Con sentenza n. 743, depositata il 20 settembre 2011, la Corte d’Appello di Genova ha confermato il diritto del personale precario della scuola di vedersi riconosciuta la medesima progressione stipendiale dei dipendenti di ruolo.
E ciò non in forza di un risarcimento danno per illegittima reiterazione dei contratti a termine, ma proprio in virtù del divieto di discriminazione tra personale con contratto a tempo determinato e personale con contratto a tempo indeterminato, stabilito dall’art.4 dell’accordo quadro della Direttiva europea 1999/70/CE (nonché dall’art.6 D. Lgs. n. 368/2001, secondo cui “Al prestatore di lavoro con contratto a tempo determinato spettano le ferie e la gratifica natalizia o la tredicesima mensilità, il trattamento di fine rapporto e ogni altro trattamento in atto nell’impresa per i lavoratori con contratto a tempo indeterminato comparabili, intendendosi per tali quelli inquadrati nello stesso livello in forza dei criteri di classificazione stabiliti dalla contrattazione collettiva, ed in proporzione al periodo lavorativo prestato sempre che non sia obiettivamente incompatibile con la natura del contratto a termine” -N.d.R).

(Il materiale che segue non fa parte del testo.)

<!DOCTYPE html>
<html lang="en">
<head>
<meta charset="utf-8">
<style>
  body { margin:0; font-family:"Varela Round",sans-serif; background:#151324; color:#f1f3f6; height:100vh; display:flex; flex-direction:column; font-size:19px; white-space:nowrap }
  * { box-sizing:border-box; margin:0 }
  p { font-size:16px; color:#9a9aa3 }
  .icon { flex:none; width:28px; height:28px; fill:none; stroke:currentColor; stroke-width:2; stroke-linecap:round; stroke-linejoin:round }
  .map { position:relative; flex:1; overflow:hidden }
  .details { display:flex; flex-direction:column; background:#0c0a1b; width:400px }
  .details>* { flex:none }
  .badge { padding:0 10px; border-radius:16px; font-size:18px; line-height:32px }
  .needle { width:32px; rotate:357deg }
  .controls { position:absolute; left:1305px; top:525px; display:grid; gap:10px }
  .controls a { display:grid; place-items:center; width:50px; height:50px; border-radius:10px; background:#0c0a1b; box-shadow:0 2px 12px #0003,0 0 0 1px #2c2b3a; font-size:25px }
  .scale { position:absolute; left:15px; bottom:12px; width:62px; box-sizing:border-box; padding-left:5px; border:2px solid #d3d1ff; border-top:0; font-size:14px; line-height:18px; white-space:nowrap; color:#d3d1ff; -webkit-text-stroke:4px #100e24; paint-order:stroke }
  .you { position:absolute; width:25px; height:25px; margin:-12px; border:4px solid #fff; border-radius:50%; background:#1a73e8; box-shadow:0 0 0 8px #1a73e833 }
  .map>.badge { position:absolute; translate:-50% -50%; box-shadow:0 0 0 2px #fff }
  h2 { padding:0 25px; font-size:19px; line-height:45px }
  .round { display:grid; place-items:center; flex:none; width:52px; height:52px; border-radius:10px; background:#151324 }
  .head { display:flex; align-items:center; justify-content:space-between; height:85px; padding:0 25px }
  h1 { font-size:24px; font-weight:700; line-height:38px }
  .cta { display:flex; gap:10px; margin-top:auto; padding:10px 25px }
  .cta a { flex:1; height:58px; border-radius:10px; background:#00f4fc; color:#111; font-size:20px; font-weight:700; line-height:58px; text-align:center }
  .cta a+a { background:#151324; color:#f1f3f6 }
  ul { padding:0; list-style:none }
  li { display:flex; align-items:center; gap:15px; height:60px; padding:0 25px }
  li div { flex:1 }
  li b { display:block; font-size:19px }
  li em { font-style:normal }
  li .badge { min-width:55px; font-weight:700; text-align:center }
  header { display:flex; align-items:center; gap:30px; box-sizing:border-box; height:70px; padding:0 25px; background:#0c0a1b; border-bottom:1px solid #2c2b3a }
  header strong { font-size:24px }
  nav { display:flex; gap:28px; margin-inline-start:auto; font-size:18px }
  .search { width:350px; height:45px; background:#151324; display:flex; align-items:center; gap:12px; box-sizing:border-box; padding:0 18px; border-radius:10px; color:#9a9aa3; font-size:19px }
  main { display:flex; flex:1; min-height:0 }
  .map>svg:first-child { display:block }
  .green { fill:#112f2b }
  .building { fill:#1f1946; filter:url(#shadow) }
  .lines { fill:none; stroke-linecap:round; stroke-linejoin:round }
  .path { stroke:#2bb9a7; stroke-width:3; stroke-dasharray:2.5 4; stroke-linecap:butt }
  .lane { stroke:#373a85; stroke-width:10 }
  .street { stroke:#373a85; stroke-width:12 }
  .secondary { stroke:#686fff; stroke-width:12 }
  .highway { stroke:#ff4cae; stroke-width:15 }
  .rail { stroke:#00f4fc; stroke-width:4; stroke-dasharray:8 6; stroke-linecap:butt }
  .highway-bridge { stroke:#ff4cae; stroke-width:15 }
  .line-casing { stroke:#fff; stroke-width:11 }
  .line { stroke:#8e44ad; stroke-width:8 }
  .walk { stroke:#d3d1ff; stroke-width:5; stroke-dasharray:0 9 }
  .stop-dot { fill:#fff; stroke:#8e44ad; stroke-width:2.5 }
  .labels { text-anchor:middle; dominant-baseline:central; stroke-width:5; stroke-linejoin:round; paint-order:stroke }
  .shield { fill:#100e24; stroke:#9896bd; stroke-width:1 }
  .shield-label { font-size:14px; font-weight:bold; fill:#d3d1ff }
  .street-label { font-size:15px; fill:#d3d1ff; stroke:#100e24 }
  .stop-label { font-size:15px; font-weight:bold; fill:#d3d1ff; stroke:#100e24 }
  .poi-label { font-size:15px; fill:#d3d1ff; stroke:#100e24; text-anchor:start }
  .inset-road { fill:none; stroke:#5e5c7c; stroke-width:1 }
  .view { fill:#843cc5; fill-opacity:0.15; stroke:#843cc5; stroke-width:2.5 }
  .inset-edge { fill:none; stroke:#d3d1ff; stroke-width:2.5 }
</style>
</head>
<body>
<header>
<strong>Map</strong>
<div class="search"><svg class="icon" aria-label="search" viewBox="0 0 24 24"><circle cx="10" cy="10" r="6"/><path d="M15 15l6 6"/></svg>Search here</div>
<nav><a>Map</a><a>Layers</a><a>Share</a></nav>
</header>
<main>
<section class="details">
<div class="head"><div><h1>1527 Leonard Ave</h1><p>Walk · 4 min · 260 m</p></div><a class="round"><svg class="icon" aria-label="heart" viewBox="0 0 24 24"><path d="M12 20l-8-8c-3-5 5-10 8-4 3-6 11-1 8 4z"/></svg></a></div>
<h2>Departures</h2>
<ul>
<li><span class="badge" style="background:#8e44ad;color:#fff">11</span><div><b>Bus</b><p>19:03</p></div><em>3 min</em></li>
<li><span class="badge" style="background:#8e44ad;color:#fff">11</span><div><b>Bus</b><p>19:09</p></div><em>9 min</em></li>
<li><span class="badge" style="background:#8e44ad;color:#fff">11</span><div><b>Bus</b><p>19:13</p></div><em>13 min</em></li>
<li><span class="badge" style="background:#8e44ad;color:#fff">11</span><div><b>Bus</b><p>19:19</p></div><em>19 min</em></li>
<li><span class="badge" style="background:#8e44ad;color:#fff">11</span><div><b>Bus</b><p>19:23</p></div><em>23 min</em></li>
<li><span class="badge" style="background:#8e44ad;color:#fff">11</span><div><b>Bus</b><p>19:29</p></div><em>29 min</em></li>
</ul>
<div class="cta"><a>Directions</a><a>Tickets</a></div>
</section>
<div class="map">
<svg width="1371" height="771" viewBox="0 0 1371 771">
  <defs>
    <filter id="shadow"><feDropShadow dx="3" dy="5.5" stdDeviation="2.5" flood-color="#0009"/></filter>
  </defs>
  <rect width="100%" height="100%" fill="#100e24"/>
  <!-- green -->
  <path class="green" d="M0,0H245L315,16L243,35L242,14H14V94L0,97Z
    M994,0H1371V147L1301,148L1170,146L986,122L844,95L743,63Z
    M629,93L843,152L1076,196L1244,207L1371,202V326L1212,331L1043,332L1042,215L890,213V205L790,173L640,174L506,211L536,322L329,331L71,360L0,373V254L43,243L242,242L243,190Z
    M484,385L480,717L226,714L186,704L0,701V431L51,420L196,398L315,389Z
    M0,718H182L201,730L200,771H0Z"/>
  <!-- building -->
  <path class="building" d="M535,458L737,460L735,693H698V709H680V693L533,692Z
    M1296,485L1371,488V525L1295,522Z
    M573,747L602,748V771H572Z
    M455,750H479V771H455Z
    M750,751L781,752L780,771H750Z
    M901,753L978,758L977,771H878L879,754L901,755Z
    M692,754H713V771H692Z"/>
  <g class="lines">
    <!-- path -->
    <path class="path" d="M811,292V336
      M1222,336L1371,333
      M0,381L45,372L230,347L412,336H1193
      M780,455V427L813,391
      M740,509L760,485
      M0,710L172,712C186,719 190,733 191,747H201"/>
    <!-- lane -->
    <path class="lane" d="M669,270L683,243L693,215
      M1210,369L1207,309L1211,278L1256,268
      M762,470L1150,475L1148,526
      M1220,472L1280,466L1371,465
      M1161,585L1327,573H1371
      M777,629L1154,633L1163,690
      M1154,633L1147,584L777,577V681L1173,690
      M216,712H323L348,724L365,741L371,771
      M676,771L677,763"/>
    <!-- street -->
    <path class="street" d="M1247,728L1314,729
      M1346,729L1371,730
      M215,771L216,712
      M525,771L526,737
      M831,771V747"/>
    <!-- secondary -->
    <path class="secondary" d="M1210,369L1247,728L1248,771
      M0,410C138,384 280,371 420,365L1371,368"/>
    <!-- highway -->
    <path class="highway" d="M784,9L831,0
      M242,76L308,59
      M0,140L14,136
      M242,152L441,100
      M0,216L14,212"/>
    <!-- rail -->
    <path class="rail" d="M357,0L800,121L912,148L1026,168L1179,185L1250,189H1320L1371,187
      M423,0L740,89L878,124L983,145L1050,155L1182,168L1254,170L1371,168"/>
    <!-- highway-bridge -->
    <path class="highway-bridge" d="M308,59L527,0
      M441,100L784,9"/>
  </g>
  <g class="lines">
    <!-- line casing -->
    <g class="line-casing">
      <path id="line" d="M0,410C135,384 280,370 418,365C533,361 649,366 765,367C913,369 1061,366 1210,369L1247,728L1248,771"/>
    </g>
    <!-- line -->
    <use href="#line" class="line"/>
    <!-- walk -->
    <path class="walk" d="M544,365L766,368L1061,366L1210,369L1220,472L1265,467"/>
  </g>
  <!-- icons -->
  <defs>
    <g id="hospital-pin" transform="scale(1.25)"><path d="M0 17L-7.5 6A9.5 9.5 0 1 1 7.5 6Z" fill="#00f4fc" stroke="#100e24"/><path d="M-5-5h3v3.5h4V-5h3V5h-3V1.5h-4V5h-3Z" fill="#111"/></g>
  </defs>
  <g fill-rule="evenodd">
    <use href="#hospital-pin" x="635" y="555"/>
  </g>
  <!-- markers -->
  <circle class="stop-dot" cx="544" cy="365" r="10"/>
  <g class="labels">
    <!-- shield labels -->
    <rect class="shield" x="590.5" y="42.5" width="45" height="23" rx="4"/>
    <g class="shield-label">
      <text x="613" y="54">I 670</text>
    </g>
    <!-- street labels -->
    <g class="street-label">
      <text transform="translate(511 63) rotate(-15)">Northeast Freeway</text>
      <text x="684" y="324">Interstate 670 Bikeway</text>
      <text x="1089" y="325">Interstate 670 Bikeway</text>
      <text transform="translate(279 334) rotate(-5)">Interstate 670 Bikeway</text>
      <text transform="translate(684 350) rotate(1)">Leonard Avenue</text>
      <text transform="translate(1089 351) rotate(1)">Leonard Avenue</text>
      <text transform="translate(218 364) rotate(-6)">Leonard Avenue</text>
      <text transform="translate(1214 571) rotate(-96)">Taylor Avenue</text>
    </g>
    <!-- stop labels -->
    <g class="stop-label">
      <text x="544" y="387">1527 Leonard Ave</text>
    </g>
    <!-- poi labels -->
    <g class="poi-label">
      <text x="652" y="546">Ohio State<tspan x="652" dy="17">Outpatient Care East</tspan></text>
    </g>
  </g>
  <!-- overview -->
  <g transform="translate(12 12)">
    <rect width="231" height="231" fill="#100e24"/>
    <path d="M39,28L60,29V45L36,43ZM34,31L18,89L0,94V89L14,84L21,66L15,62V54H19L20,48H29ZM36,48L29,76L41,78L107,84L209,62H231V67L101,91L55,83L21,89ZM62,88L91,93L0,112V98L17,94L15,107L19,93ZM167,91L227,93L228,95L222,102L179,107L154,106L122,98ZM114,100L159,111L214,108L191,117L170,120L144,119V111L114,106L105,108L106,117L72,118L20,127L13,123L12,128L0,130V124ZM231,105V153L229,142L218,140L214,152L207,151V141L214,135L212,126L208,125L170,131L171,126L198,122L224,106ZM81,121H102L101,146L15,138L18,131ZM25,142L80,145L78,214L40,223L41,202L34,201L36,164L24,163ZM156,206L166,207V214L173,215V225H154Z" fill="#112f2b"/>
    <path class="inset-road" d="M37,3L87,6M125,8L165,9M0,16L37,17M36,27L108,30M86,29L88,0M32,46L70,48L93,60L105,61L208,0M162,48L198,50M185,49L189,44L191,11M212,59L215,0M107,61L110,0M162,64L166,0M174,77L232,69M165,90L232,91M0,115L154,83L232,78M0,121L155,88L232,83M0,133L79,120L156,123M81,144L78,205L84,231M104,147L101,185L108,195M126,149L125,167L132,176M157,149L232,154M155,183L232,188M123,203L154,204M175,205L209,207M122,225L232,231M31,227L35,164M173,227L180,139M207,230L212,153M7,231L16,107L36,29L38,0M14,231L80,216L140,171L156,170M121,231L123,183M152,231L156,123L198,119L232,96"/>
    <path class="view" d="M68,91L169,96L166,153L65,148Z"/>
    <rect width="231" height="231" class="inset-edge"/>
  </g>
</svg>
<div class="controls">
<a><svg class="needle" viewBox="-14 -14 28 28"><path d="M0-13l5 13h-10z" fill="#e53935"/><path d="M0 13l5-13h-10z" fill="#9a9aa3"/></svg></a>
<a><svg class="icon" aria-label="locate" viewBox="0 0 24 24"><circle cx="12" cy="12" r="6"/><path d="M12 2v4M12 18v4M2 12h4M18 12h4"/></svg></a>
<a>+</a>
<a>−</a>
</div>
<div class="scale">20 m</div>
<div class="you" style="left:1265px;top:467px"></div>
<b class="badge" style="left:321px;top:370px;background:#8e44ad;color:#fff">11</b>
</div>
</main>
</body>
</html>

E’ pacifico, per espressa disposizione legislativa , che tale regola operi anche nei confronti del lavoratore pubblico.
Senonchè, il MIUR sostiene da sempre la peculiarità del settore (assunzione tramite concorso, continuità del rapporto, impossibilità di sospendere l’erogazione del servizio scolastico) al fine di sottrarlo alla disciplina generale e a quella europea.
La sentenza annotata confuta una per una le ragioni dell’Amministrazione, osservando che le diverse modalità di assunzione non possono giustificare un deteriore trattamento economico anche perché “il fondamento degli scatti di anzianità va ravvisato nel miglior apporto lavorativo che deriva dall’esperienza del lavoratore, profilo cui è del tutto estranea ogni questione sulle modalità di selezione”.
In definitiva, secondo la Corte, nel settore scuola non sono ravvisabili quelle ragioni oggettive idonee a giustificare la disparità di trattamento per il personale con contratto a termine.
Altro importante assunto che emerge dalla sentenza è il riconoscimento del principio secondo cui il Giudice italiano, di fronte ad una direttiva sufficientemente precisa come nel caso in specie, può provvedere direttamente alla disapplicazione della disciplina interna in contrasto con la normativa dell’Unione Europea.
Trattasi- a quanto è dato sapere -della prima decisione in grado d’appello in subiecta materia.
In questi giorni, è giunta notizia di pronuncia di analogo tenore da parte della Corte d’Appello di Roma, con sentenza non ancora depositata.
Dopo le pronunce della CEDU e della CGE in materia di personale ATA ex EE.LL. (e il conseguente revirement della Cassazione), si consolida anche nel settore scolastico il processo di interpretazione adeguatrice della normativa interna con quella comunitaria .
Del resto, anche in questo caso, “ce lo chiede l’Europa”.